There is the basic PowerSeries class defined in
rings/power_series_ring_element.pyx, and then there's the derived
class PowerSeries_poly, defined in rings/power_series_poly.pyx.
However, I have not been able to come up with a single instance of
PowerSeries that is *not* an instance of PowerSeries_poly.
Should I be able to? What is the difference between the two classes,
from both the user and developer points of view?
Best,
Alex
--
Alex Ghitza -- Lecturer in Mathematics -- The University of Melbourne
-- Australia -- http://www.ms.unimelb.edu.au/~aghitza/
Aha, that makes sense. So here's my problem: I'm working on trac 111,
i.e. change all the .copy() methods to __copy__(). Having done this
in power_series_poly.pyx, I am now getting a doctest failure in
power_series_ring_element.pyx, namely
sage: copy(f) is f # !!! ok since power series are immutable.
Expected:
True
Got:
False
This is because PowerSeries already has a __copy__() method which just
returns self, while the __copy__() method of PowerSeries_poly actually
returns a copy. The doctest is failing because f is a
PowerSeries_poly and hence the derived method is used.
So I'm not sure what to do. I cannot change the doctest because I
can't construct a PowerSeries which is not a PowerSeries_poly. My
thought now is to make PowerSeries.__copy__() return
NotImplementedError and have all derived classes override it.
Is this reasonable? Is there a better solution I don't see now?
There are a few questions here.
1. If all instances of a class C are immutable, is reasonable for
__copy__ to just return self?
2. Are all instances of PowerSeries going to be immutable? Or, are we
someday going to have a class PowerSeries_mutable?
Regarding 1, fortunately Python itself provides some help with this question.
sage: import copy
sage: a = int(903840823)
sage: copy.copy(a) is a
True
sage: a = float(2.39494)
sage: copy.copy(a) is a
True
sage: a = 'hi there'
sage: copy.copy(a) is a
True
I.e., the answer to question 1 is a resounding "yes!".
Regarding question 2, note that power series are already secretly mutable:
sage: R.<x> = QQ[]
sage: f = x^3 + 3*x - 1
sage: f._unsafe_mutate(1, 10)
sage: f
x^3 + 10*x - 1
sage: R.<x> = QQ[[]]
sage: f = x^3 + 3*x - 1 + O(x^5)
sage: f._unsafe_mutate(1, 10); f
-1 + 10*x + x^3 + O(x^5)
The function _unsafe_mutate is there because long ago polynomials and
power series were trivially mutable, i.e., this used to work:
sage: f[1] = 1100
and David Harvey implemented some nice code that used this. Then in
late 2006 we went through and made many basic objects immutable in
Sage, since mutable objects should *never* be hashable, or many basic
Python algorithms break. All parents were made immutable, as were a
wide range of elements (with the notable exception of matrices and
vectors, which can now be both immutable or mutable).

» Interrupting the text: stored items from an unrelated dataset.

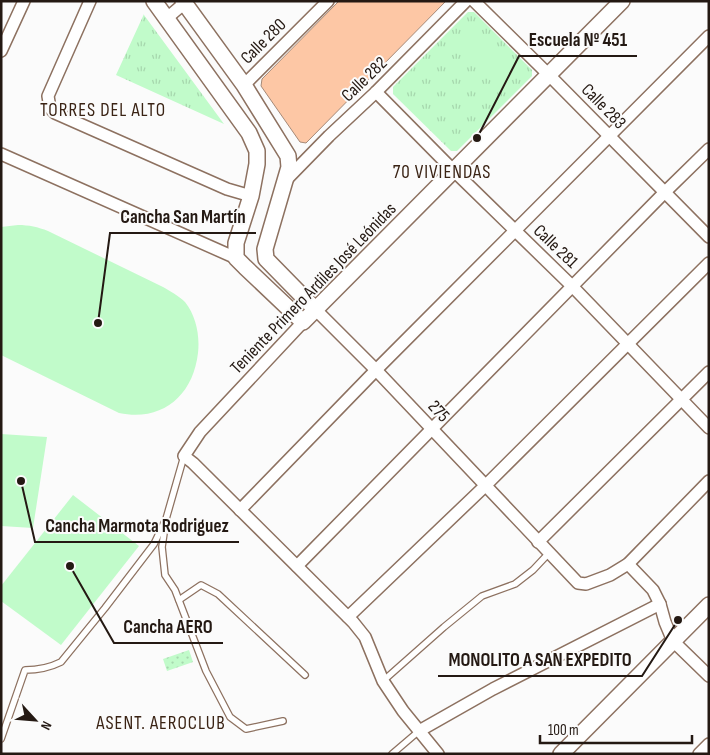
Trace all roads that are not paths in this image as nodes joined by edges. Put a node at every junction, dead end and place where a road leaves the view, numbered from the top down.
1 (24, 1) edge
2 (90, 1) edge
3 (154, 1) edge
4 (328, 1) edge
5 (466, 1) edge
6 (474, 1) edge
7 (622, 1) edge
8 (185, 2) edge
9 (167, 18) junction
10 (709, 36) edge
11 (1, 50) edge
12 (549, 75) junction
13 (244, 85) junction
14 (376, 92) junction
15 (609, 136) junction
16 (709, 149) edge
17 (1, 154) edge
18 (454, 171) junction
19 (285, 182) junction
20 (664, 193) junction
21 (251, 196) junction
22 (514, 230) junction
23 (709, 237) edge
24 (236, 258) junction
25 (709, 263) edge
26 (573, 287) junction
27 (315, 310) junction
28 (303, 322) junction
29 (628, 344) junction
30 (376, 370) junction
31 (709, 372) edge
32 (681, 400) junction
33 (709, 428) edge
34 (432, 430) junction
35 (184, 456) junction
36 (709, 481) edge
37 (485, 486) junction
38 (240, 510) junction
39 (166, 519) junction
40 (538, 542) junction
41 (549, 553) junction
42 (628, 564) junction
43 (297, 566) junction
44 (179, 600) junction
45 (660, 604) junction
46 (709, 605) edge
47 (348, 617) junction
48 (673, 641) junction
49 (304, 675) dead end
50 (709, 676) edge
51 (382, 681) junction
52 (282, 721) dead end
53 (419, 731) junction
54 (1, 739) edge
55 (709, 744) edge
56 (392, 754) edge
57 (438, 754) edge
58 (561, 754) edge
59 (699, 754) edge

1 - 11 street
2 - 21 street
3 - 9 street
4 - 13 street, Calle 280
5 - 14 street, Calle 282
6 - 12 street, Calle 283
7 - 12 street, Teniente Primero Ardiles José Leónidas
8 - 9 street
8 - 13 street
9 - 21 street
10 - 15 street
12 - 15 street, Calle 283
12 - 18 street, Teniente Primero Ardiles José Leónidas
13 - 19 street
14 - 18 street, Calle 281
14 - 19 street, Calle 282
15 - 20 street, Calle 283
15 - 22 street
16 - 20 street
17 - 24 street
18 - 22 street, Calle 281
18 - 27 street, Teniente Primero Ardiles José Leónidas
19 - 27 street, 275
20 - 23 street, Calle 283
20 - 26 street
21 - 24 street
22 - 26 street, Calle 281
22 - 30 street
24 - 28 street
25 - 29 street
26 - 29 street, Calle 281
26 - 34 street
27 - 28 street, Teniente Primero Ardiles José Leónidas
27 - 30 street, 275
28 - 35 street, Teniente Primero Ardiles José Leónidas
29 - 32 street, Calle 281
29 - 37 street
30 - 34 street, 275
30 - 38 street
31 - 32 street
32 - 33 street, Calle 281
32 - 40 street
34 - 37 street, 275
34 - 43 street
35 - 38 street
35 - 39 lane
36 - 42 street
37 - 40 street, 275
37 - 47 street
38 - 43 street
39 - 44 lane
39 - 54 lane
40 - 41 street, 275
41 - 42 street, 275
41 - 51 lane
42 - 45 street
43 - 47 street
44 - 49 lane
44 - 52 lane
45 - 48 street
45 - 53 street
46 - 48 street
47 - 51 street
48 - 50 street
48 - 58 street
51 - 53 street
53 - 56 lane
53 - 57 street
55 - 59 street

Anyway, when changing things to immutable, I didn't want to break
David's fine code, so _unsafe_mutate -- whose unsafeness should be
clear -- was introduced.
The upshot of all this is that one almost always really wants
polynomials and power series to be immutable, in which case __copy__
returning self is perfectly fine. Sometimes mutating
polynomials/powerseries is very useful for certain algorithms though.
So I would say the answer to 2 is a not resounding "yes" for now, with
the caveat that one can simply do a little code refactoring later of
mutable polynomials and power series are introduced. Given that I've
not seen a single remark on any Sage list about
mutability/immutability of power series and polynomials during the
last 3 years, I doubt that the lack of mutability being fully
supported (like it is for matrices) is a serious problem.
-- William
If I understood correctly, you suggest that I remove __copy__() from
the derived class PowerSeries_poly, and leave in place the __copy__ of
PowerSeries that just returns self. This would do the correct thing
for the currently unique derived class, and if someone eventually
implements PowerSeries_mutable, they can override __copy__ with the
appropriate thing.
Alex
--
Yep, that's what I said in a very long-winded way.